---- Material supplied
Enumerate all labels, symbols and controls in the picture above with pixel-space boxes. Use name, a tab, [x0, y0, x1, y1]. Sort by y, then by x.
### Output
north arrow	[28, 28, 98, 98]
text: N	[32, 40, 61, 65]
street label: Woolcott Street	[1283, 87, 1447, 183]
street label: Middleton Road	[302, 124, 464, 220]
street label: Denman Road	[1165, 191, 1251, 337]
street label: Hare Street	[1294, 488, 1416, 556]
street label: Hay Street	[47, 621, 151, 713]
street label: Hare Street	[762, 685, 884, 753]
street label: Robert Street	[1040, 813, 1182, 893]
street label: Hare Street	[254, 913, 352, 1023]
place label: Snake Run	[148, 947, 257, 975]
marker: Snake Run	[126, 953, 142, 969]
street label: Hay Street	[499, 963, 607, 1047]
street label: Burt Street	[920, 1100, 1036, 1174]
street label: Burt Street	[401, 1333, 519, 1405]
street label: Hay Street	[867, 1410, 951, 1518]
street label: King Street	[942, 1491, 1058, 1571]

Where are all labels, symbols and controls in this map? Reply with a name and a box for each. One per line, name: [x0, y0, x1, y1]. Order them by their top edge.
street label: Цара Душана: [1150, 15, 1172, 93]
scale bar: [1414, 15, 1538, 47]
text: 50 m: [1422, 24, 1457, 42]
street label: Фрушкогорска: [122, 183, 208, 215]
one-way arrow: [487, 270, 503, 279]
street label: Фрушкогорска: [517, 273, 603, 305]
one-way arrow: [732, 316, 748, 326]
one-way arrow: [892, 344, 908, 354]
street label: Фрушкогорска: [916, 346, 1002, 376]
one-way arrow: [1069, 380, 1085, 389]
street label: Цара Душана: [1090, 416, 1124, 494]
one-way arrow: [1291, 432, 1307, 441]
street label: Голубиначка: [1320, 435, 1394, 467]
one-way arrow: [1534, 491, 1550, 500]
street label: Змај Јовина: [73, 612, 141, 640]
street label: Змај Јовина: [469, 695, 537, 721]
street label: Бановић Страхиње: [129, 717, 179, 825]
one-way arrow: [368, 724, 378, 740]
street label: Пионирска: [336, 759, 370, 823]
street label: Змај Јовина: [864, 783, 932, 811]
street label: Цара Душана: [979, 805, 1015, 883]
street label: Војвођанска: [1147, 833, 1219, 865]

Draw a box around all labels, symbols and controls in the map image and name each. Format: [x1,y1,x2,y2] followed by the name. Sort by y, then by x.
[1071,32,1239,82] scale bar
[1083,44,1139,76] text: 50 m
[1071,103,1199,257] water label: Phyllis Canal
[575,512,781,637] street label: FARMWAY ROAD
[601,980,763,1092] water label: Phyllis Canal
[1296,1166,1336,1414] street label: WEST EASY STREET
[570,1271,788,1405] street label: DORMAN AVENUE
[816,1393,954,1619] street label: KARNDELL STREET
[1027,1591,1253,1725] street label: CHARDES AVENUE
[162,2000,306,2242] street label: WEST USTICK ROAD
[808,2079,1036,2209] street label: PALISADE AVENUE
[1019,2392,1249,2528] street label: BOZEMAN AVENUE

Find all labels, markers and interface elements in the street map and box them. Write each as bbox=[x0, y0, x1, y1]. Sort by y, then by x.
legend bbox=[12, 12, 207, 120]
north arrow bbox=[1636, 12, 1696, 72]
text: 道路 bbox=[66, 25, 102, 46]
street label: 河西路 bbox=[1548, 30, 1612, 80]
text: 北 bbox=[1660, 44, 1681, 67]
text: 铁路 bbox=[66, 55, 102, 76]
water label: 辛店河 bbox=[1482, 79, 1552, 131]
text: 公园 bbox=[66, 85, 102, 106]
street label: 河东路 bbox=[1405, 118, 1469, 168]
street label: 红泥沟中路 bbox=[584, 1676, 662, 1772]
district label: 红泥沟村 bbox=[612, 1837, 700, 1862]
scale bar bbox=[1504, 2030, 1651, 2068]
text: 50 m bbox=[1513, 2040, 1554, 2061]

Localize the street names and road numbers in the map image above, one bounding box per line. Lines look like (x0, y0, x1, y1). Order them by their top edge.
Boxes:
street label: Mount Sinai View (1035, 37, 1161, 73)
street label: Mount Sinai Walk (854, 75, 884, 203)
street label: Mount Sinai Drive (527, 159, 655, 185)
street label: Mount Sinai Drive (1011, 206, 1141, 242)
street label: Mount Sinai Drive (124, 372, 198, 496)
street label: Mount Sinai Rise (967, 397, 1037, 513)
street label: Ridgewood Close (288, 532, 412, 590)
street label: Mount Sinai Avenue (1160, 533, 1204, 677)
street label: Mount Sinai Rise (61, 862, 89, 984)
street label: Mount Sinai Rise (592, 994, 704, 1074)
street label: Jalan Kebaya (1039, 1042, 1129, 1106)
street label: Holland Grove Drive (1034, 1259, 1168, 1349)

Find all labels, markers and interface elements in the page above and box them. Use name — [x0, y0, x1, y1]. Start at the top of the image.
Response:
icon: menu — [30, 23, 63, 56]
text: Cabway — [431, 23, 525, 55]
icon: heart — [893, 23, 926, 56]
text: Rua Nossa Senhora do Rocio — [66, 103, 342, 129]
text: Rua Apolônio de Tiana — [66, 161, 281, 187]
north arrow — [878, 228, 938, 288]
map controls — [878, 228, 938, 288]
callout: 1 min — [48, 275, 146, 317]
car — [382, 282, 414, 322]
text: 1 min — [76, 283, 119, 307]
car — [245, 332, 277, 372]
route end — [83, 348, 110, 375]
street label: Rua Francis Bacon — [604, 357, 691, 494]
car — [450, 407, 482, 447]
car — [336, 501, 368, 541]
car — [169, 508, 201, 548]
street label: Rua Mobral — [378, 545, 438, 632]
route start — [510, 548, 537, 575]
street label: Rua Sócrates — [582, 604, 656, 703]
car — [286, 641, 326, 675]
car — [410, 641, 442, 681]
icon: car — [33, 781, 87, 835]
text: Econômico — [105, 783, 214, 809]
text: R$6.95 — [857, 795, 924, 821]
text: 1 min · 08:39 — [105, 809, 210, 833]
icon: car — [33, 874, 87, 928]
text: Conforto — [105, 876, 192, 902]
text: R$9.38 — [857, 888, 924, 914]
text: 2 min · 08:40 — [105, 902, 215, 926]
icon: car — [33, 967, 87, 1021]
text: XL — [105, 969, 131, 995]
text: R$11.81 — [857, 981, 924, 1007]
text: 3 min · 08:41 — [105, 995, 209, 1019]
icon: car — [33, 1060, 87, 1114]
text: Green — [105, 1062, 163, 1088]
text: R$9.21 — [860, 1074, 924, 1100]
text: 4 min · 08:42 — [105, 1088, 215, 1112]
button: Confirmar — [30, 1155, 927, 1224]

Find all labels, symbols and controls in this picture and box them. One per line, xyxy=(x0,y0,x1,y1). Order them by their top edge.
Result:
--------
▶ **Task to complete**
Every line above needs to be repeated exactly as shown.

▶ **Answer box**
Enumerate all labels, symbols and controls in the picture above with pixel-space boxes. Use name, a tab, [x0, y0, x1, y1]. Sort by y, then by x.
### Output
north arrow	[28, 28, 98, 98]
text: N	[32, 40, 61, 65]
street label: Woolcott Street	[1283, 87, 1447, 183]
street label: Middleton Road	[302, 124, 464, 220]
street label: Denman Road	[1165, 191, 1251, 337]
street label: Hare Street	[1294, 488, 1416, 556]
street label: Hay Street	[47, 621, 151, 713]
street label: Hare Street	[762, 685, 884, 753]
street label: Robert Street	[1040, 813, 1182, 893]
street label: Hare Street	[254, 913, 352, 1023]
place label: Snake Run	[148, 947, 257, 975]
marker: Snake Run	[126, 953, 142, 969]
street label: Hay Street	[499, 963, 607, 1047]
street label: Burt Street	[920, 1100, 1036, 1174]
street label: Burt Street	[401, 1333, 519, 1405]
street label: Hay Street	[867, 1410, 951, 1518]
street label: King Street	[942, 1491, 1058, 1571]

Where are all labels, symbols and controls in this map? Reply with a name and a box for each. One per line, name: [x0, y0, x1, y1]. Order them by their top edge.
street label: Цара Душана: [1150, 15, 1172, 93]
scale bar: [1414, 15, 1538, 47]
text: 50 m: [1422, 24, 1457, 42]
street label: Фрушкогорска: [122, 183, 208, 215]
one-way arrow: [487, 270, 503, 279]
street label: Фрушкогорска: [517, 273, 603, 305]
one-way arrow: [732, 316, 748, 326]
one-way arrow: [892, 344, 908, 354]
street label: Фрушкогорска: [916, 346, 1002, 376]
one-way arrow: [1069, 380, 1085, 389]
street label: Цара Душана: [1090, 416, 1124, 494]
one-way arrow: [1291, 432, 1307, 441]
street label: Голубиначка: [1320, 435, 1394, 467]
one-way arrow: [1534, 491, 1550, 500]
street label: Змај Јовина: [73, 612, 141, 640]
street label: Змај Јовина: [469, 695, 537, 721]
street label: Бановић Страхиње: [129, 717, 179, 825]
one-way arrow: [368, 724, 378, 740]
street label: Пионирска: [336, 759, 370, 823]
street label: Змај Јовина: [864, 783, 932, 811]
street label: Цара Душана: [979, 805, 1015, 883]
street label: Војвођанска: [1147, 833, 1219, 865]

Draw a box around all labels, symbols and controls in the map image and name each. Format: [x1,y1,x2,y2] followed by the name. Sort by y, then by x.
[1071,32,1239,82] scale bar
[1083,44,1139,76] text: 50 m
[1071,103,1199,257] water label: Phyllis Canal
[575,512,781,637] street label: FARMWAY ROAD
[601,980,763,1092] water label: Phyllis Canal
[1296,1166,1336,1414] street label: WEST EASY STREET
[570,1271,788,1405] street label: DORMAN AVENUE
[816,1393,954,1619] street label: KARNDELL STREET
[1027,1591,1253,1725] street label: CHARDES AVENUE
[162,2000,306,2242] street label: WEST USTICK ROAD
[808,2079,1036,2209] street label: PALISADE AVENUE
[1019,2392,1249,2528] street label: BOZEMAN AVENUE

Find all labels, markers and interface elements in the street map and box them. Write each as bbox=[x0, y0, x1, y1]. Sort by y, then by x.
legend bbox=[12, 12, 207, 120]
north arrow bbox=[1636, 12, 1696, 72]
text: 道路 bbox=[66, 25, 102, 46]
street label: 河西路 bbox=[1548, 30, 1612, 80]
text: 北 bbox=[1660, 44, 1681, 67]
text: 铁路 bbox=[66, 55, 102, 76]
water label: 辛店河 bbox=[1482, 79, 1552, 131]
text: 公园 bbox=[66, 85, 102, 106]
street label: 河东路 bbox=[1405, 118, 1469, 168]
street label: 红泥沟中路 bbox=[584, 1676, 662, 1772]
district label: 红泥沟村 bbox=[612, 1837, 700, 1862]
scale bar bbox=[1504, 2030, 1651, 2068]
text: 50 m bbox=[1513, 2040, 1554, 2061]

Localize the street names and road numbers in the map image above, one bounding box per line. Lines look like (x0, y0, x1, y1). Order them by their top edge.
Boxes:
street label: Mount Sinai View (1035, 37, 1161, 73)
street label: Mount Sinai Walk (854, 75, 884, 203)
street label: Mount Sinai Drive (527, 159, 655, 185)
street label: Mount Sinai Drive (1011, 206, 1141, 242)
street label: Mount Sinai Drive (124, 372, 198, 496)
street label: Mount Sinai Rise (967, 397, 1037, 513)
street label: Ridgewood Close (288, 532, 412, 590)
street label: Mount Sinai Avenue (1160, 533, 1204, 677)
street label: Mount Sinai Rise (61, 862, 89, 984)
street label: Mount Sinai Rise (592, 994, 704, 1074)
street label: Jalan Kebaya (1039, 1042, 1129, 1106)
street label: Holland Grove Drive (1034, 1259, 1168, 1349)

Find all labels, markers and interface elements in the page above and box them. Use name — [x0, y0, x1, y1]. Start at the top of the image.
Response:
icon: menu — [30, 23, 63, 56]
text: Cabway — [431, 23, 525, 55]
icon: heart — [893, 23, 926, 56]
text: Rua Nossa Senhora do Rocio — [66, 103, 342, 129]
text: Rua Apolônio de Tiana — [66, 161, 281, 187]
north arrow — [878, 228, 938, 288]
map controls — [878, 228, 938, 288]
callout: 1 min — [48, 275, 146, 317]
car — [382, 282, 414, 322]
text: 1 min — [76, 283, 119, 307]
car — [245, 332, 277, 372]
route end — [83, 348, 110, 375]
street label: Rua Francis Bacon — [604, 357, 691, 494]
car — [450, 407, 482, 447]
car — [336, 501, 368, 541]
car — [169, 508, 201, 548]
street label: Rua Mobral — [378, 545, 438, 632]
route start — [510, 548, 537, 575]
street label: Rua Sócrates — [582, 604, 656, 703]
car — [286, 641, 326, 675]
car — [410, 641, 442, 681]
icon: car — [33, 781, 87, 835]
text: Econômico — [105, 783, 214, 809]
text: R$6.95 — [857, 795, 924, 821]
text: 1 min · 08:39 — [105, 809, 210, 833]
icon: car — [33, 874, 87, 928]
text: Conforto — [105, 876, 192, 902]
text: R$9.38 — [857, 888, 924, 914]
text: 2 min · 08:40 — [105, 902, 215, 926]
icon: car — [33, 967, 87, 1021]
text: XL — [105, 969, 131, 995]
text: R$11.81 — [857, 981, 924, 1007]
text: 3 min · 08:41 — [105, 995, 209, 1019]
icon: car — [33, 1060, 87, 1114]
text: Green — [105, 1062, 163, 1088]
text: R$9.21 — [860, 1074, 924, 1100]
text: 4 min · 08:42 — [105, 1088, 215, 1112]
button: Confirmar — [30, 1155, 927, 1224]

Find all labels, symbols and controls in this picture and box them. One per line, xyxy=(x0,y0,x1,y1). Order them by their top edge.
Result:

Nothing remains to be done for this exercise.